(Extracted data entries)

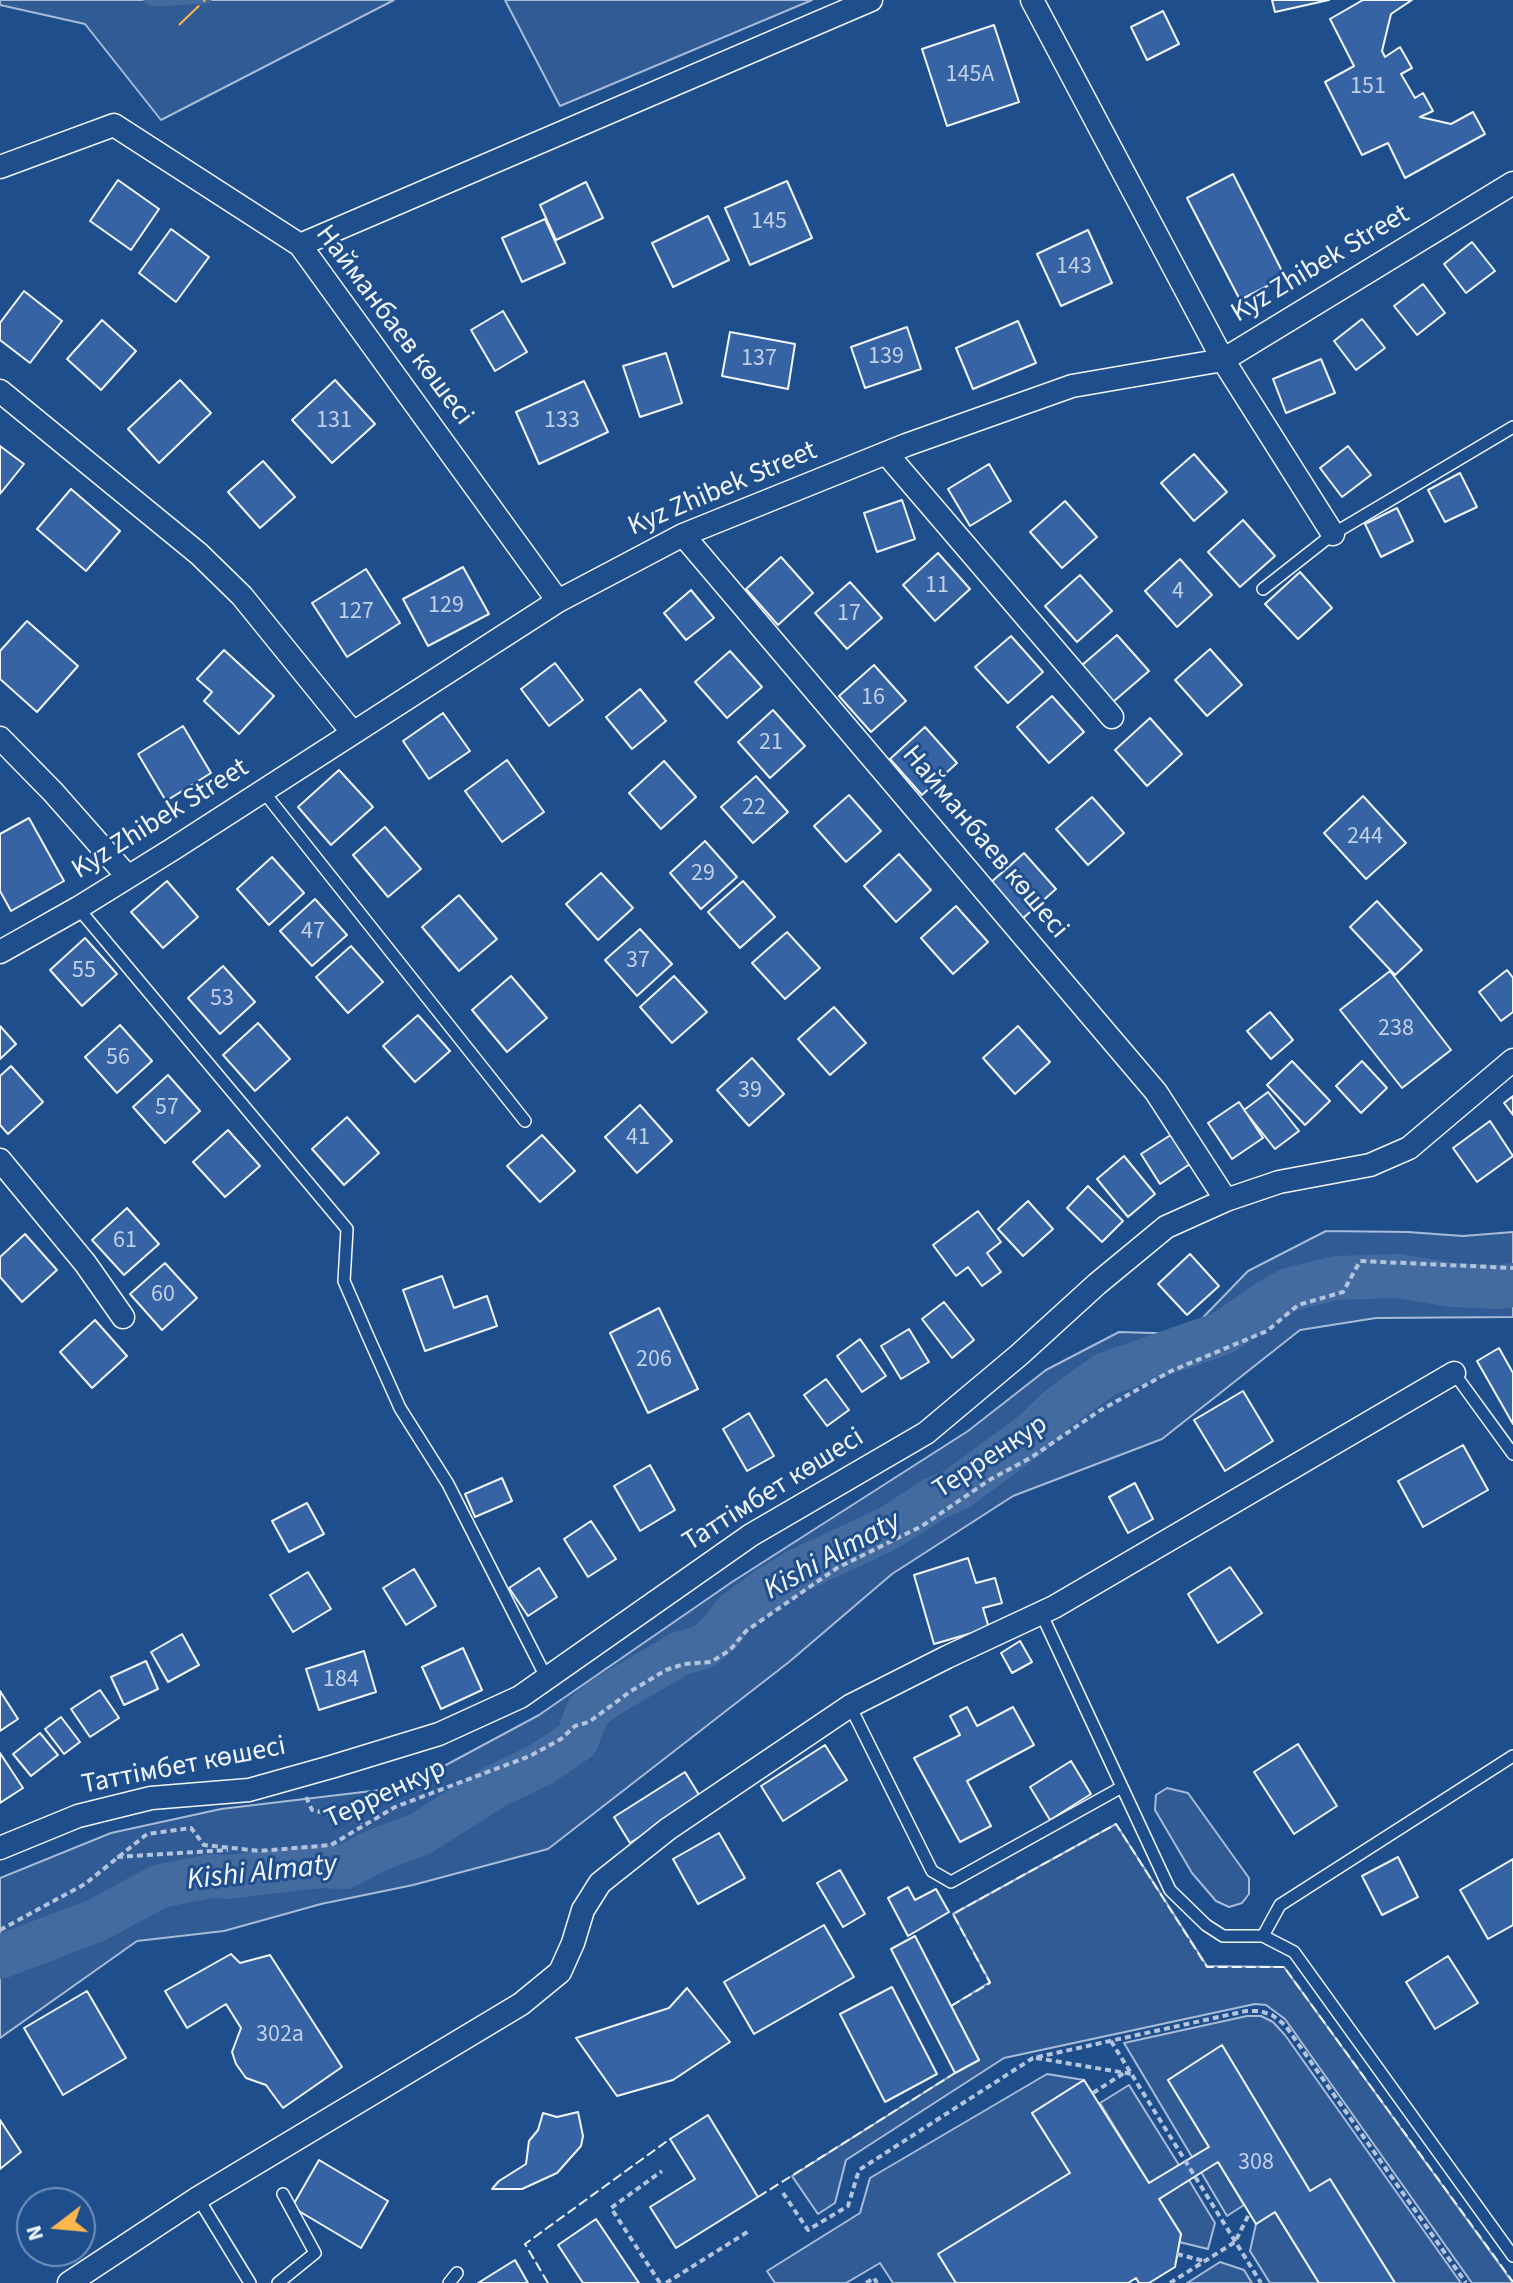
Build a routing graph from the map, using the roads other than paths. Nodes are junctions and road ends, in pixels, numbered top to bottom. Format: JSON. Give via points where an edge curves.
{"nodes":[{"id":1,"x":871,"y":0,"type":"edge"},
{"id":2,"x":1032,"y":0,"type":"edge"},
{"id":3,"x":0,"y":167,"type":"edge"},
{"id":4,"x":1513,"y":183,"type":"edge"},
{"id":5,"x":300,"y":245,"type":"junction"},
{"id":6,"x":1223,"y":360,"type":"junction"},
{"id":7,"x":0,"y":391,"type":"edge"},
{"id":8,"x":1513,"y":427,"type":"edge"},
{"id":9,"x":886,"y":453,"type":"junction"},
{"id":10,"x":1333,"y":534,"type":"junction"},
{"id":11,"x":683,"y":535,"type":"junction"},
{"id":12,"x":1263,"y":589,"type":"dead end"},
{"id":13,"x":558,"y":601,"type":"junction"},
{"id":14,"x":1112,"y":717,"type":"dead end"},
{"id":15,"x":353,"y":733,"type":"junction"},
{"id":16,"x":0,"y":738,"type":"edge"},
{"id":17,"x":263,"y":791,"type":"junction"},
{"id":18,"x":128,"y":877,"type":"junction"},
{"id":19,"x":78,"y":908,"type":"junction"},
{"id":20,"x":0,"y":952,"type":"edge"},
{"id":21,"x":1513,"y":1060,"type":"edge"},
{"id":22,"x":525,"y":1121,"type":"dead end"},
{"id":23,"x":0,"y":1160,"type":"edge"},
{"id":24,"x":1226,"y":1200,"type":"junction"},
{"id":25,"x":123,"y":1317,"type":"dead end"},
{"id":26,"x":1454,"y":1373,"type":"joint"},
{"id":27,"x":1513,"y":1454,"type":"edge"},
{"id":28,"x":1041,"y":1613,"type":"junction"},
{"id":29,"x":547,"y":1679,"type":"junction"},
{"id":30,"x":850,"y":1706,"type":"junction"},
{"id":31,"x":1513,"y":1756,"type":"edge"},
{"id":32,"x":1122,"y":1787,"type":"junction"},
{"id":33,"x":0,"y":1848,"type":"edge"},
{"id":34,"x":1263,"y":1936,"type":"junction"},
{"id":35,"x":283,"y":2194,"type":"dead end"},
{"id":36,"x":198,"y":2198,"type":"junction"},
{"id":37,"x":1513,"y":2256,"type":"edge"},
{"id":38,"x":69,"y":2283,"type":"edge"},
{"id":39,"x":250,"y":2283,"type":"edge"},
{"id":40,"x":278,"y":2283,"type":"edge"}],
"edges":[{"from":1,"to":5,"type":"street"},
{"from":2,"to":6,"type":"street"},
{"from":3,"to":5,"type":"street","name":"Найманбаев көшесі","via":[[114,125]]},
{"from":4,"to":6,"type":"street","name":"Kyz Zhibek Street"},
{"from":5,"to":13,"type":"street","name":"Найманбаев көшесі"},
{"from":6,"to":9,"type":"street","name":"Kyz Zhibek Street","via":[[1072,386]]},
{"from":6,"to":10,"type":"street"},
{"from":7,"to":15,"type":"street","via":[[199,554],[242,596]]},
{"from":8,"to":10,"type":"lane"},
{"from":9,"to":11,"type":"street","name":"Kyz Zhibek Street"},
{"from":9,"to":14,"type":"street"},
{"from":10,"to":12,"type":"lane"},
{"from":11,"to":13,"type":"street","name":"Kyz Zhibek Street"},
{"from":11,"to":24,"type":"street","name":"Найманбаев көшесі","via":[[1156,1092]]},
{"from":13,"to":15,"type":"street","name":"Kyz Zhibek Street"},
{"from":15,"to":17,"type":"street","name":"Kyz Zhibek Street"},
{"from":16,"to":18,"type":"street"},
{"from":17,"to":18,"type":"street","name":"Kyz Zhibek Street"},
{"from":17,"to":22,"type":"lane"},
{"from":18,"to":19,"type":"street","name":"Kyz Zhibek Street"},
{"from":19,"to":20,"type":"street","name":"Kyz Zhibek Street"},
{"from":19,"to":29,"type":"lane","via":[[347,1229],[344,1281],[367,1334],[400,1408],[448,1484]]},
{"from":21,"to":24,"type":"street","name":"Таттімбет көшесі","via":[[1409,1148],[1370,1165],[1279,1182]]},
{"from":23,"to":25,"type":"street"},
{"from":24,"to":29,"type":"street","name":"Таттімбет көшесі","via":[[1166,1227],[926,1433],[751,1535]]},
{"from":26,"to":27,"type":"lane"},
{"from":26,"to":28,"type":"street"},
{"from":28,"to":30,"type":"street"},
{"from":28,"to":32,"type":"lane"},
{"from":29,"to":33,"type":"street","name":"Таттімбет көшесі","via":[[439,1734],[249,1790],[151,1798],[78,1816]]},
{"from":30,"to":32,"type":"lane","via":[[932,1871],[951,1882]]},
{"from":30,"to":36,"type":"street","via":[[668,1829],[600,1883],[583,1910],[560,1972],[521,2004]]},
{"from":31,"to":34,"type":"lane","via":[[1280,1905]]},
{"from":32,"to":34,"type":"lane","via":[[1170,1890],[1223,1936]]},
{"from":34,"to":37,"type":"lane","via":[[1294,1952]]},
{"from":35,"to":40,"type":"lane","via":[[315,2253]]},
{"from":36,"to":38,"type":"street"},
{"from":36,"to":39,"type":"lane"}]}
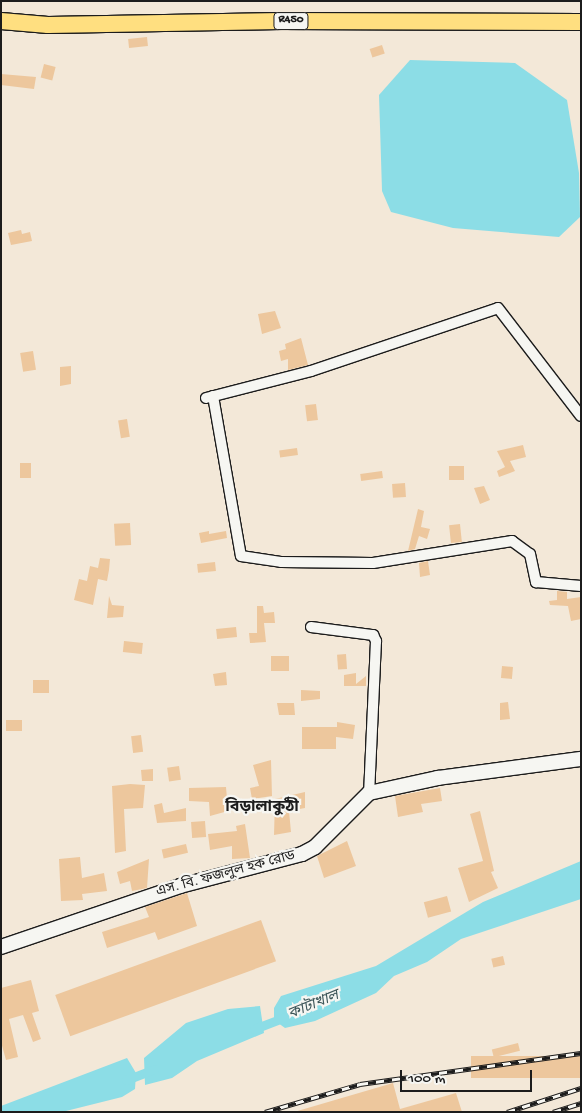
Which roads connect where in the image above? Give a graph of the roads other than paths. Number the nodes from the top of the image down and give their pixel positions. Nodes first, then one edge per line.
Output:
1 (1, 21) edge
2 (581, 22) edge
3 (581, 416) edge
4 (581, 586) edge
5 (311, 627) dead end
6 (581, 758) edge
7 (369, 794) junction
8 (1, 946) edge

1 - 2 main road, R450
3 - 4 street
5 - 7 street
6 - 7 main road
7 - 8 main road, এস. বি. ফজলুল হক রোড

- **Assignment**: Only an exact, picture-free copy of the entries counts as the answer.

- **Solution below**:
Build a routing graph from the map, using the roads other than paths. Nodes are junctions and road ends, in pixels, numbered top to bottom. Format: JSON. Give via points where an edge curves.
{"nodes":[{"id":1,"x":871,"y":0,"type":"edge"},
{"id":2,"x":1032,"y":0,"type":"edge"},
{"id":3,"x":0,"y":167,"type":"edge"},
{"id":4,"x":1513,"y":183,"type":"edge"},
{"id":5,"x":300,"y":245,"type":"junction"},
{"id":6,"x":1223,"y":360,"type":"junction"},
{"id":7,"x":0,"y":391,"type":"edge"},
{"id":8,"x":1513,"y":427,"type":"edge"},
{"id":9,"x":886,"y":453,"type":"junction"},
{"id":10,"x":1333,"y":534,"type":"junction"},
{"id":11,"x":683,"y":535,"type":"junction"},
{"id":12,"x":1263,"y":589,"type":"dead end"},
{"id":13,"x":558,"y":601,"type":"junction"},
{"id":14,"x":1112,"y":717,"type":"dead end"},
{"id":15,"x":353,"y":733,"type":"junction"},
{"id":16,"x":0,"y":738,"type":"edge"},
{"id":17,"x":263,"y":791,"type":"junction"},
{"id":18,"x":128,"y":877,"type":"junction"},
{"id":19,"x":78,"y":908,"type":"junction"},
{"id":20,"x":0,"y":952,"type":"edge"},
{"id":21,"x":1513,"y":1060,"type":"edge"},
{"id":22,"x":525,"y":1121,"type":"dead end"},
{"id":23,"x":0,"y":1160,"type":"edge"},
{"id":24,"x":1226,"y":1200,"type":"junction"},
{"id":25,"x":123,"y":1317,"type":"dead end"},
{"id":26,"x":1454,"y":1373,"type":"joint"},
{"id":27,"x":1513,"y":1454,"type":"edge"},
{"id":28,"x":1041,"y":1613,"type":"junction"},
{"id":29,"x":547,"y":1679,"type":"junction"},
{"id":30,"x":850,"y":1706,"type":"junction"},
{"id":31,"x":1513,"y":1756,"type":"edge"},
{"id":32,"x":1122,"y":1787,"type":"junction"},
{"id":33,"x":0,"y":1848,"type":"edge"},
{"id":34,"x":1263,"y":1936,"type":"junction"},
{"id":35,"x":283,"y":2194,"type":"dead end"},
{"id":36,"x":198,"y":2198,"type":"junction"},
{"id":37,"x":1513,"y":2256,"type":"edge"},
{"id":38,"x":69,"y":2283,"type":"edge"},
{"id":39,"x":250,"y":2283,"type":"edge"},
{"id":40,"x":278,"y":2283,"type":"edge"}],
"edges":[{"from":1,"to":5,"type":"street"},
{"from":2,"to":6,"type":"street"},
{"from":3,"to":5,"type":"street","name":"Найманбаев көшесі","via":[[114,125]]},
{"from":4,"to":6,"type":"street","name":"Kyz Zhibek Street"},
{"from":5,"to":13,"type":"street","name":"Найманбаев көшесі"},
{"from":6,"to":9,"type":"street","name":"Kyz Zhibek Street","via":[[1072,386]]},
{"from":6,"to":10,"type":"street"},
{"from":7,"to":15,"type":"street","via":[[199,554],[242,596]]},
{"from":8,"to":10,"type":"lane"},
{"from":9,"to":11,"type":"street","name":"Kyz Zhibek Street"},
{"from":9,"to":14,"type":"street"},
{"from":10,"to":12,"type":"lane"},
{"from":11,"to":13,"type":"street","name":"Kyz Zhibek Street"},
{"from":11,"to":24,"type":"street","name":"Найманбаев көшесі","via":[[1156,1092]]},
{"from":13,"to":15,"type":"street","name":"Kyz Zhibek Street"},
{"from":15,"to":17,"type":"street","name":"Kyz Zhibek Street"},
{"from":16,"to":18,"type":"street"},
{"from":17,"to":18,"type":"street","name":"Kyz Zhibek Street"},
{"from":17,"to":22,"type":"lane"},
{"from":18,"to":19,"type":"street","name":"Kyz Zhibek Street"},
{"from":19,"to":20,"type":"street","name":"Kyz Zhibek Street"},
{"from":19,"to":29,"type":"lane","via":[[347,1229],[344,1281],[367,1334],[400,1408],[448,1484]]},
{"from":21,"to":24,"type":"street","name":"Таттімбет көшесі","via":[[1409,1148],[1370,1165],[1279,1182]]},
{"from":23,"to":25,"type":"street"},
{"from":24,"to":29,"type":"street","name":"Таттімбет көшесі","via":[[1166,1227],[926,1433],[751,1535]]},
{"from":26,"to":27,"type":"lane"},
{"from":26,"to":28,"type":"street"},
{"from":28,"to":30,"type":"street"},
{"from":28,"to":32,"type":"lane"},
{"from":29,"to":33,"type":"street","name":"Таттімбет көшесі","via":[[439,1734],[249,1790],[151,1798],[78,1816]]},
{"from":30,"to":32,"type":"lane","via":[[932,1871],[951,1882]]},
{"from":30,"to":36,"type":"street","via":[[668,1829],[600,1883],[583,1910],[560,1972],[521,2004]]},
{"from":31,"to":34,"type":"lane","via":[[1280,1905]]},
{"from":32,"to":34,"type":"lane","via":[[1170,1890],[1223,1936]]},
{"from":34,"to":37,"type":"lane","via":[[1294,1952]]},
{"from":35,"to":40,"type":"lane","via":[[315,2253]]},
{"from":36,"to":38,"type":"street"},
{"from":36,"to":39,"type":"lane"}]}
Which roads connect where in the image above? Give a graph of the roads other than paths. Number the nodes from the top of the image down and give their pixel positions. Nodes first, then one edge per line.
Output:
1 (1, 21) edge
2 (581, 22) edge
3 (581, 416) edge
4 (581, 586) edge
5 (311, 627) dead end
6 (581, 758) edge
7 (369, 794) junction
8 (1, 946) edge

1 - 2 main road, R450
3 - 4 street
5 - 7 street
6 - 7 main road
7 - 8 main road, এস. বি. ফজলুল হক রোড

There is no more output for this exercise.